Carlos Bonfil
Posiblemente
los ánimos de muchos espectadores, adictos a las consultas rápidas por
Internet y a la comunicación telegráfica en las redes sociales, ya no
estén lo suficientemente dispuestos a acometer la tarea de leer una
novela de 600 páginas, tarea que, solía decir Carlos Monsiváis,
adquiere hoy las proporciones de un
proyecto de vida. Y posiblemente el cine rehúya también la adaptación tradicional de una obra literaria y se sienta obligado a retener el interés del público con artificios novedosos.
No sorprende que al elegir como guionista al británico Tom Stoppard, el también ingenioso director de Rosencrantz y Guildersten han muerto (1990), Joe Wright, realizador de Orgullo y prejuicio (2005) y de Expiación, deseo y pecado (2007), adaptaciones de Jane Austen y de Ian Mac Ewan, respectivamente, haya querido sacudir las convenciones académicas y optado en Anna Karenina por una teatralización posmoderna de la obra homónima tantas veces llevada a la pantalla.

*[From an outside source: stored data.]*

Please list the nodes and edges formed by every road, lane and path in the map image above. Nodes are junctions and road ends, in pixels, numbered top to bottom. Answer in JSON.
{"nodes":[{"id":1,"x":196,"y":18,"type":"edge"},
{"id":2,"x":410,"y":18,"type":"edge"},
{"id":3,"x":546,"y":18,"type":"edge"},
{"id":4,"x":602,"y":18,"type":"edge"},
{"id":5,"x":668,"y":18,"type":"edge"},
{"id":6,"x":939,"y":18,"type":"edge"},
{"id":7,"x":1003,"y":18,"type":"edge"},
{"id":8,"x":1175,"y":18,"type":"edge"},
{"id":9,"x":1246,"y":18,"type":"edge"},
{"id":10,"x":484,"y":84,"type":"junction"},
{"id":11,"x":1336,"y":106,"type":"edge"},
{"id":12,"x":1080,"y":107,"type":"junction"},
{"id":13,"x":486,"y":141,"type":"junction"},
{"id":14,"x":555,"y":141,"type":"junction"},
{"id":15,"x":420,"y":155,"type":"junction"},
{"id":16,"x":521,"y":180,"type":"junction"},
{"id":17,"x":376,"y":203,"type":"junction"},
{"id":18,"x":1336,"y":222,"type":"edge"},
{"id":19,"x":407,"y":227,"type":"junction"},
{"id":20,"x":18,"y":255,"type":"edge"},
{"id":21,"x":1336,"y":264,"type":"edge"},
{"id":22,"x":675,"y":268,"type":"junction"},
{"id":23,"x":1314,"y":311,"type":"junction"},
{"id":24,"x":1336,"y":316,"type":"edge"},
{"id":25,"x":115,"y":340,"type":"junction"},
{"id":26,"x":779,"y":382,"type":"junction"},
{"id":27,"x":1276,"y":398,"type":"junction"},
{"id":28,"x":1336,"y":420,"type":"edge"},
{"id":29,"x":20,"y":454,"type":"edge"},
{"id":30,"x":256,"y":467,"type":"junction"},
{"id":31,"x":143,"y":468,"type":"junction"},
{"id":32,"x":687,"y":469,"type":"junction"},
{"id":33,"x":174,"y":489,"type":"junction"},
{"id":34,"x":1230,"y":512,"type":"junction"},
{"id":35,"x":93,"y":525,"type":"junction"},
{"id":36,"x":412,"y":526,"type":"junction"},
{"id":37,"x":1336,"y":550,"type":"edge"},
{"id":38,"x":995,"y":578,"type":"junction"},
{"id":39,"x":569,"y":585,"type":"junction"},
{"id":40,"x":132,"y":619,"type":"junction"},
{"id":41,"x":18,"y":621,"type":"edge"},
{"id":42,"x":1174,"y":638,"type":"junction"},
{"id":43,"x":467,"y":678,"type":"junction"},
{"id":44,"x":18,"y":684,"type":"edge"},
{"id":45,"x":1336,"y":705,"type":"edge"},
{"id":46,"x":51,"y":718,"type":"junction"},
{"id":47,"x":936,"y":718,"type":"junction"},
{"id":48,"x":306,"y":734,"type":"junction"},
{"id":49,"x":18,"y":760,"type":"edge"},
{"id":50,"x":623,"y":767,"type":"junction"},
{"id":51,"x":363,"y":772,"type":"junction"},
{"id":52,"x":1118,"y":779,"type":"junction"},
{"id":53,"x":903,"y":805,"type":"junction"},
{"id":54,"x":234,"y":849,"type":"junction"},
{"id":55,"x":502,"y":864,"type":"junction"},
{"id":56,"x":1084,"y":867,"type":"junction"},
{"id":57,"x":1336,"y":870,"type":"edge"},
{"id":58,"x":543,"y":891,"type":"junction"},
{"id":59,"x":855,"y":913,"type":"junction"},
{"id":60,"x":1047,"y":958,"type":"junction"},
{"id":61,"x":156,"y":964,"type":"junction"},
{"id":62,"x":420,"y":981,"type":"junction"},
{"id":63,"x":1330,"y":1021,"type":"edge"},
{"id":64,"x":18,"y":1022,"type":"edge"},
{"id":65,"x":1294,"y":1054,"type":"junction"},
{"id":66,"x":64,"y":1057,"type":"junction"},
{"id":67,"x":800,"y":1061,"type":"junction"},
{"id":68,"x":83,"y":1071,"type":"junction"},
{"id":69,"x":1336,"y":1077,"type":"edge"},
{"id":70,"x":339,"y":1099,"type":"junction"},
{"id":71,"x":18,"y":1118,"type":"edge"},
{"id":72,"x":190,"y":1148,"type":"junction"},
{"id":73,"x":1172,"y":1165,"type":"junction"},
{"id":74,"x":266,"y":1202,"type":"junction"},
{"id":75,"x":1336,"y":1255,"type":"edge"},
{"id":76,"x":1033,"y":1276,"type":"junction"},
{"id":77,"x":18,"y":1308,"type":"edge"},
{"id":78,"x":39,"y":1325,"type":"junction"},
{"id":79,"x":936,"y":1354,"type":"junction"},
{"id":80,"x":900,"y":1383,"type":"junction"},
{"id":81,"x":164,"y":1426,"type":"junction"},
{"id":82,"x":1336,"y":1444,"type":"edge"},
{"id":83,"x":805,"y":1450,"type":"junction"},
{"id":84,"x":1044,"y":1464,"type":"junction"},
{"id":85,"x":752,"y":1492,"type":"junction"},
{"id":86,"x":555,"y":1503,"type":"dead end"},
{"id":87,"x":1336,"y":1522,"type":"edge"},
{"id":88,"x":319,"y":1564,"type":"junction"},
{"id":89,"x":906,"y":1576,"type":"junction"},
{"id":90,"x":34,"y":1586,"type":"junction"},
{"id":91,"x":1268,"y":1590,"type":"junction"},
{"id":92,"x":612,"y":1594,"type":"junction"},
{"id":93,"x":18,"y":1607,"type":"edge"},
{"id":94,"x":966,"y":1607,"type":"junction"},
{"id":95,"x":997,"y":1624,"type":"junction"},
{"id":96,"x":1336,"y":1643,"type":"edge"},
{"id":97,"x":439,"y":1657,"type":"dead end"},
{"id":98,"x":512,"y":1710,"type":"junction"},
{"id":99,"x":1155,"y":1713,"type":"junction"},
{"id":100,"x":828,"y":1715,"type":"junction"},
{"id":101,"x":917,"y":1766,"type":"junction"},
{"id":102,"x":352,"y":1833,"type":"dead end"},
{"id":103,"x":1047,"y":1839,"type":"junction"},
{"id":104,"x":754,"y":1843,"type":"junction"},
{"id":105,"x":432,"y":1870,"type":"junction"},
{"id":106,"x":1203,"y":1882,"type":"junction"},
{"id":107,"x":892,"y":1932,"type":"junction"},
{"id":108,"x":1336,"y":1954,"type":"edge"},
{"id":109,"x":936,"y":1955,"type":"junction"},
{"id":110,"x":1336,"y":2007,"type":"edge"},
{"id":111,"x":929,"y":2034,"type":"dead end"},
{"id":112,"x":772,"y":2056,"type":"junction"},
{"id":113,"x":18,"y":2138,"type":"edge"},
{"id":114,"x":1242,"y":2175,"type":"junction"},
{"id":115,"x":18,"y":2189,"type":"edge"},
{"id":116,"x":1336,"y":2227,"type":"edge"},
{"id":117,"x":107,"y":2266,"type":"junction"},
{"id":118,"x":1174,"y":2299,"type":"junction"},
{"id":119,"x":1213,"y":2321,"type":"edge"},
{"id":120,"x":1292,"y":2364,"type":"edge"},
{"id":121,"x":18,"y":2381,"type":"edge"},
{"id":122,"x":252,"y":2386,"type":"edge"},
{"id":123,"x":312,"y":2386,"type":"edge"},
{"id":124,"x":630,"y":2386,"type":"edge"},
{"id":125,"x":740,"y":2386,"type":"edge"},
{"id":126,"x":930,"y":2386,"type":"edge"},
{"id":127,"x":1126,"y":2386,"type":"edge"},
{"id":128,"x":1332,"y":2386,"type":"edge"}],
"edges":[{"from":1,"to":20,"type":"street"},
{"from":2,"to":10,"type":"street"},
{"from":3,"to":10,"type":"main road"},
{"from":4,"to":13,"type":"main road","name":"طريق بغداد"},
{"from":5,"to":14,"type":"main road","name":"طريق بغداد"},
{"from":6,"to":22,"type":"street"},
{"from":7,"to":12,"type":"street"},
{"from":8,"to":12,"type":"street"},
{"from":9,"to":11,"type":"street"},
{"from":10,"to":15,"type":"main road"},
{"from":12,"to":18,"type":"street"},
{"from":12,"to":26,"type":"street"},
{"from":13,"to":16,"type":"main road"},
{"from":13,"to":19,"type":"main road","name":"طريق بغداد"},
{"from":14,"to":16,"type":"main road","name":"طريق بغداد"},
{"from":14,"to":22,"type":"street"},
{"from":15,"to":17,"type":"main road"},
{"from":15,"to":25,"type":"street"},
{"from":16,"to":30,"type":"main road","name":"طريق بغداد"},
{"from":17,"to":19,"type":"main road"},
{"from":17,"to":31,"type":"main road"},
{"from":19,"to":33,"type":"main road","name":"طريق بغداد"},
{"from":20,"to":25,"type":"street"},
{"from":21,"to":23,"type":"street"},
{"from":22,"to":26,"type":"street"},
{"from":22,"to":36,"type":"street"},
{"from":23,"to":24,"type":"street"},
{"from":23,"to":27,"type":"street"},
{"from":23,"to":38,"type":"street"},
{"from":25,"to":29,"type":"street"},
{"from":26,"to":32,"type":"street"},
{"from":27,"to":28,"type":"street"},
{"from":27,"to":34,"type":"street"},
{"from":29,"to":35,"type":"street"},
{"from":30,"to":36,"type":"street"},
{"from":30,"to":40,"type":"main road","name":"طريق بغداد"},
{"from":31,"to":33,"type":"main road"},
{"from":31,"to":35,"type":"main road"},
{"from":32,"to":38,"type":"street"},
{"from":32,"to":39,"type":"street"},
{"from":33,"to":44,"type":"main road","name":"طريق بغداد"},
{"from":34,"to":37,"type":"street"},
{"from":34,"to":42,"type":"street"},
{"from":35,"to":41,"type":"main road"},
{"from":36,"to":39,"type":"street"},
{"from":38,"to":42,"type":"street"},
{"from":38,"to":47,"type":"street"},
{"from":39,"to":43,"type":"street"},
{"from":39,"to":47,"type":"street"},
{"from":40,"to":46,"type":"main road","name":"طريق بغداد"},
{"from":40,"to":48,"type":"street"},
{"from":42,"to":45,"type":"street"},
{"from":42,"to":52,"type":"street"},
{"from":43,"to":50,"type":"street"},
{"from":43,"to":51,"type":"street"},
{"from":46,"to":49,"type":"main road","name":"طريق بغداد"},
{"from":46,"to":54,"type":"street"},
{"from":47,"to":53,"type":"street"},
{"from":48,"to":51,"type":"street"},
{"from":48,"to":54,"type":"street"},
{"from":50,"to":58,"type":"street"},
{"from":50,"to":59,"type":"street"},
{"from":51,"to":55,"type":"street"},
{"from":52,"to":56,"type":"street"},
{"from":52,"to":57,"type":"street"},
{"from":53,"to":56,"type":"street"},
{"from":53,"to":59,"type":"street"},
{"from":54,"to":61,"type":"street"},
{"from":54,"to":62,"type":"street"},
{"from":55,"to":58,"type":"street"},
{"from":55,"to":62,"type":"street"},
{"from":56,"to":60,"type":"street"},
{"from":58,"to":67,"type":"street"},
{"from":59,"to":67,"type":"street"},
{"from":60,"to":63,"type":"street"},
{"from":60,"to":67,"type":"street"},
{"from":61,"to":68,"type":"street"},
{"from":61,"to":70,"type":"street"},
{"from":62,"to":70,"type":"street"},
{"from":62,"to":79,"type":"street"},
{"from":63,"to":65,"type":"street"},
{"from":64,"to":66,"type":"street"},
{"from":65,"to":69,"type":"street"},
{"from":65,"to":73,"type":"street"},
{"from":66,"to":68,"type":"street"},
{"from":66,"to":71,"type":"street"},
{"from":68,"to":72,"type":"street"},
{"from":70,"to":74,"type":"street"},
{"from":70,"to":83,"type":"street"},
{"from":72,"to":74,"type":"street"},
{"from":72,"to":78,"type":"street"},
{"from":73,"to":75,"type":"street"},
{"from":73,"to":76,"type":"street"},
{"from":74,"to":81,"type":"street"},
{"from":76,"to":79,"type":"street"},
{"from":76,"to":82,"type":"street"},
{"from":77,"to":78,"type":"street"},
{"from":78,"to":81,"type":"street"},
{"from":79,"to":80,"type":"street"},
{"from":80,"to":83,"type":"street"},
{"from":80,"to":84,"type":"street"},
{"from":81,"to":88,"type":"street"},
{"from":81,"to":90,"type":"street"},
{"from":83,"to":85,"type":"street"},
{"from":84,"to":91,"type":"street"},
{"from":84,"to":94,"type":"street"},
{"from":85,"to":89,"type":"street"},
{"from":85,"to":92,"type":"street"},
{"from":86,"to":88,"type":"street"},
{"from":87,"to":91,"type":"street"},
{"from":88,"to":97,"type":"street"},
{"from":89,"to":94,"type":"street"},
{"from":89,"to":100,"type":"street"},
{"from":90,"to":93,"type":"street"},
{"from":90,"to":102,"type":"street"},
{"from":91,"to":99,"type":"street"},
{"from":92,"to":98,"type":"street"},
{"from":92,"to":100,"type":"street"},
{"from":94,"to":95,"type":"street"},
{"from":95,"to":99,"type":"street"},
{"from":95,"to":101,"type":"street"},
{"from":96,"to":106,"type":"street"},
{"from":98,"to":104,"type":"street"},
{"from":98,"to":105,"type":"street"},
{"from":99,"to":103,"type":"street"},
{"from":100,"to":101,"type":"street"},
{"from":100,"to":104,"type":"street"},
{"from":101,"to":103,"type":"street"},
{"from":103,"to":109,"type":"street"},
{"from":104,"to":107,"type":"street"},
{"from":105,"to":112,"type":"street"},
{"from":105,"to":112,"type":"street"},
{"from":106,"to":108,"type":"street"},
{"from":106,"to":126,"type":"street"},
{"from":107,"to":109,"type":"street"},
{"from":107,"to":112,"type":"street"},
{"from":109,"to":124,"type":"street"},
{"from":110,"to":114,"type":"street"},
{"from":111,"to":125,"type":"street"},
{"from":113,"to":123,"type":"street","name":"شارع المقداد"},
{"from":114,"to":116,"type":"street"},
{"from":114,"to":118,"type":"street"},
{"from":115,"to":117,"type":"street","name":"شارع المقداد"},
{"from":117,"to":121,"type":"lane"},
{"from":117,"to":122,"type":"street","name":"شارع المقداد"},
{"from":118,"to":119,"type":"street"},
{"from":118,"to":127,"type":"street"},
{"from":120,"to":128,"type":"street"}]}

¿Tenía algún caso intentar reproducir el trágico abandono glamoroso con que Greta Garbo encarnó a la gran protagonista adúltera en la cinta homónima de Clarence Brown, hace ya más de siete décadas? ¿O la vivacidad lastimada de Vivien Leigh en la Anna Karenina, de Julien Duvivier, en 1947? Cuando inclusive un cineasta francés veterano como Eric Rohmer decide que la forma más interesante de abordar la historia de su país es acudiendo sin reparos al cine digital y al artificio escénico en La inglesa y el duque (2001), y a decorados que ostentosamente desechan el realismo, poco puede sorprender la apuesta de Joe Wright colocando la trama de Tolstoi en un proscenio muy abierto, frente a butacas vacías, con tramoyas muy visibles y continuos cambios de escenario que lo mismo evocan a Moscú que a San Petersburgo, y que en un primer plano capturan un detalle de la maquinaria de un tren para luego evocar con sólo una maqueta su recorrido.
La parte
por el todo, y ese todo será, en trazos muy breves, la Rusia zarista,
el drama social de un país con violentas desigualdades que
aceleradamente se aproxima a la Revolución, y la mayor historia
literaria de pasión adúltera desde La princesa de Cleves, de Madame de La Fayette, o de Madame Bovary, de Gustave Flaubert.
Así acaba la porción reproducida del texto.